I find this a very reasonable take.
I'll add - I think the complexity is somewhat "over-stated" for Arch at this point. There was absolutely a period where just reading the entire install guide (much less actually completing it) was enough to turn a large number of even fairly technical people off the distro. Archinstall removed a lot of that headache.
And once it's up, it's generally just fine. I moved both my spouse and my children to Arch instead of Windows 11, and they don't seem particularly bothered.

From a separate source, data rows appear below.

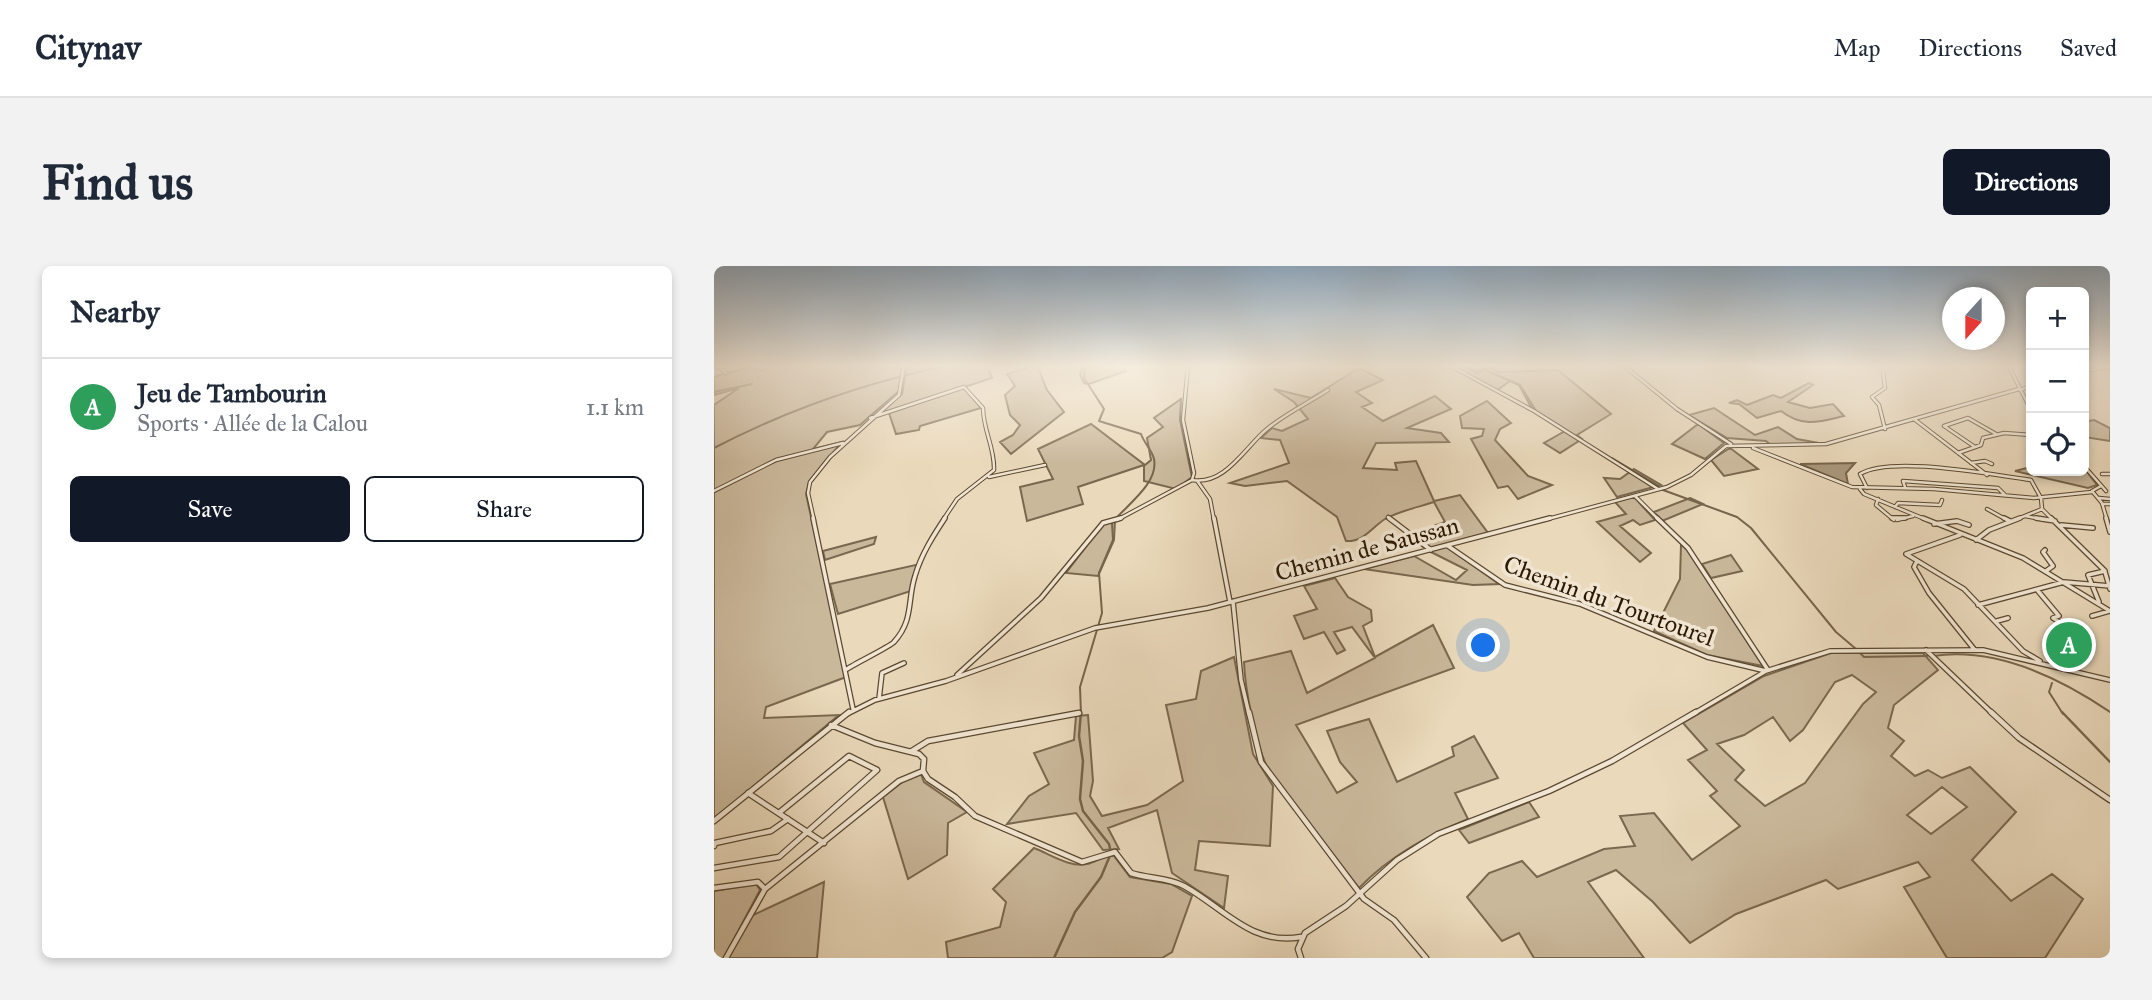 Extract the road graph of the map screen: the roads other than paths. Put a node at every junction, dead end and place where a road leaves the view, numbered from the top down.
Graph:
1 (896, 397) edge
2 (933, 397) edge
3 (973, 397) edge
4 (1185, 397) edge
5 (1317, 397) edge
6 (1509, 397) edge
7 (1663, 397) edge
8 (1872, 397) edge
9 (1990, 397) edge
10 (870, 418) junction
11 (1914, 419) junction
12 (1885, 429) junction
13 (1714, 432) junction
14 (1996, 434) junction
15 (2026, 435) edge
16 (845, 443) junction
17 (1727, 445) junction
18 (1733, 446) junction
19 (1975, 447) junction
20 (1754, 448) junction
21 (1957, 454) junction
22 (1969, 464) junction
23 (1992, 464) dead end
24 (1045, 465) dead end
25 (2089, 473) edge
26 (2102, 474) dead end
27 (2110, 474) edge
28 (1987, 475) junction
29 (986, 478) junction
30 (1194, 481) junction
31 (1929, 481) junction
32 (2100, 487) junction
33 (1859, 488) junction
34 (1905, 488) junction
35 (1658, 489) junction
36 (1867, 489) junction
37 (1934, 489) junction
38 (714, 491) edge
39 (2108, 492) edge
40 (2005, 495) junction
41 (2095, 495) junction
42 (1635, 496) junction
43 (2041, 498) junction
44 (1878, 499) junction
45 (1942, 500) dead end
46 (2106, 502) edge
47 (1895, 506) junction
48 (1987, 509) dead end
49 (2040, 509) junction
50 (1915, 515) junction
51 (2024, 515) junction
52 (1388, 517) dead end
53 (2010, 521) junction
54 (2057, 521) junction
55 (1934, 524) junction
56 (1969, 525) dead end
57 (2061, 525) junction
58 (2109, 526) edge
59 (2093, 528) dead end
60 (1960, 535) junction
61 (1975, 541) junction
62 (1447, 546) junction
63 (1431, 550) junction
64 (2045, 550) dead end
65 (1917, 563) junction
66 (2109, 566) edge
67 (2046, 571) junction
68 (2104, 571) junction
69 (2064, 582) junction
70 (2091, 584) junction
71 (2110, 587) edge
72 (2038, 590) junction
73 (1232, 602) junction
74 (2101, 604) junction
75 (1978, 605) junction
76 (2110, 611) edge
77 (2092, 616) dead end
78 (2008, 618) dead end
79 (1997, 621) junction
80 (2070, 629) dead end
81 (1974, 649) junction
82 (1926, 650) junction
83 (2040, 662) junction
84 (904, 663) dead end
85 (965, 668) junction
86 (847, 669) junction
87 (973, 671) junction
88 (1767, 671) junction
89 (952, 679) junction
90 (2110, 680) edge
91 (879, 699) junction
92 (852, 710) junction
93 (1079, 713) dead end
94 (833, 726) junction
95 (912, 751) junction
96 (923, 771) junction
97 (748, 793) junction
98 (2110, 800) edge
99 (780, 812) junction
100 (789, 818) junction
101 (714, 821) edge
102 (808, 832) junction
103 (824, 843) junction
104 (714, 844) edge
105 (714, 868) edge
106 (714, 888) edge
107 (765, 889) junction
108 (1359, 892) junction
109 (1301, 937) junction
110 (726, 958) edge
111 (1301, 958) edge
112 (1426, 958) edge

1 - 10 street
2 - 10 street
3 - 29 street
4 - 30 street
5 - 30 street
6 - 35 street
7 - 13 street
8 - 12 street
9 - 11 street
10 - 16 street
11 - 12 street
11 - 21 street
12 - 20 street
13 - 17 street
13 - 18 street
14 - 15 street
14 - 19 street
14 - 19 street
16 - 38 street
16 - 86 street
17 - 18 street
17 - 35 street, Chemin de Saussan
18 - 20 street
19 - 21 street
20 - 33 street
21 - 22 street
22 - 23 street
22 - 28 street
24 - 29 street
25 - 32 street
26 - 27 street
28 - 36 street
28 - 43 street
29 - 86 street
30 - 73 street
30 - 85 street
31 - 34 street
31 - 37 street
31 - 40 street
32 - 39 street
32 - 41 street
33 - 36 street
33 - 44 street
34 - 36 street
34 - 37 street
35 - 42 street, Chemin de Saussan
37 - 40 street
40 - 43 street
41 - 43 street
41 - 46 street
42 - 62 street, Chemin de Saussan
42 - 88 street
43 - 49 street
44 - 47 street
44 - 50 street
45 - 47 street
46 - 58 street
47 - 50 street
48 - 53 street
49 - 51 street
49 - 54 street
50 - 55 street
51 - 53 street
51 - 54 street
52 - 63 street
53 - 61 street
54 - 57 street
55 - 56 street
55 - 60 street
57 - 59 street
57 - 68 street
60 - 61 street
60 - 65 street
61 - 67 street
62 - 63 street, Chemin de Saussan
62 - 88 street, Chemin du Tourtourel
63 - 73 street, Chemin de Saussan
64 - 67 street
65 - 75 street
65 - 81 street
66 - 68 street
67 - 69 street
68 - 70 street
68 - 71 street
69 - 70 street
69 - 72 street
69 - 74 street
70 - 71 street
70 - 74 street
72 - 75 street
72 - 80 street
73 - 87 street, Chemin de Saussan
73 - 108 street
74 - 76 street
75 - 79 street
76 - 77 street
78 - 79 street
79 - 83 street
81 - 82 street
81 - 83 street
82 - 88 street
82 - 98 street
83 - 90 street
84 - 91 street
85 - 87 street
85 - 89 street
86 - 92 street
87 - 89 street, Chemin de Saussan
88 - 108 street
89 - 91 street, Chemin de Saussan
91 - 92 street, Chemin de Saussan
92 - 94 street, Chemin de Saussan
93 - 95 street
94 - 95 street
94 - 97 street, Chemin de Saussan
95 - 96 street
96 - 103 street
96 - 109 street
97 - 99 street
97 - 101 street, Chemin de Saussan
99 - 100 street
99 - 102 street
100 - 102 street
100 - 104 street
102 - 103 street
102 - 105 street
103 - 107 street
106 - 107 street
107 - 110 street
108 - 109 street
108 - 112 street
109 - 111 street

They install most of their own software using flatpaks through the store GUI in Gnome, or through Steam, the browser does most of the heavy lifting these days anyways.
I basically just grab their machine and run `pacman -Syu` on it once in a while, and help install something more complicated once in a blue moon.
Still requires someone who doesn't mind dropping into a terminal, but it's definitely not what I'd consider "all that challenging".
YMMV, but the issue I usually run into with Arch is that unless you watch patch notes like a hawk, updates will break random things every so often, which I found quite frustrating. The risk of this increases the longer the system goes without updates due to accumlated missing config file migrations and such.
Even as someone who uses the terminal daily it's more involved than I really care for.
> but the issue I usually run into with Arch is that unless you watch patch notes like a hawk,
The good news is you can run `yay -Pwwq` to get the latest Arch news headlines straight in your terminal.
I've wrapped that with running `pacman -Syu` into a little helper script so that I always get to see the news before I run an update.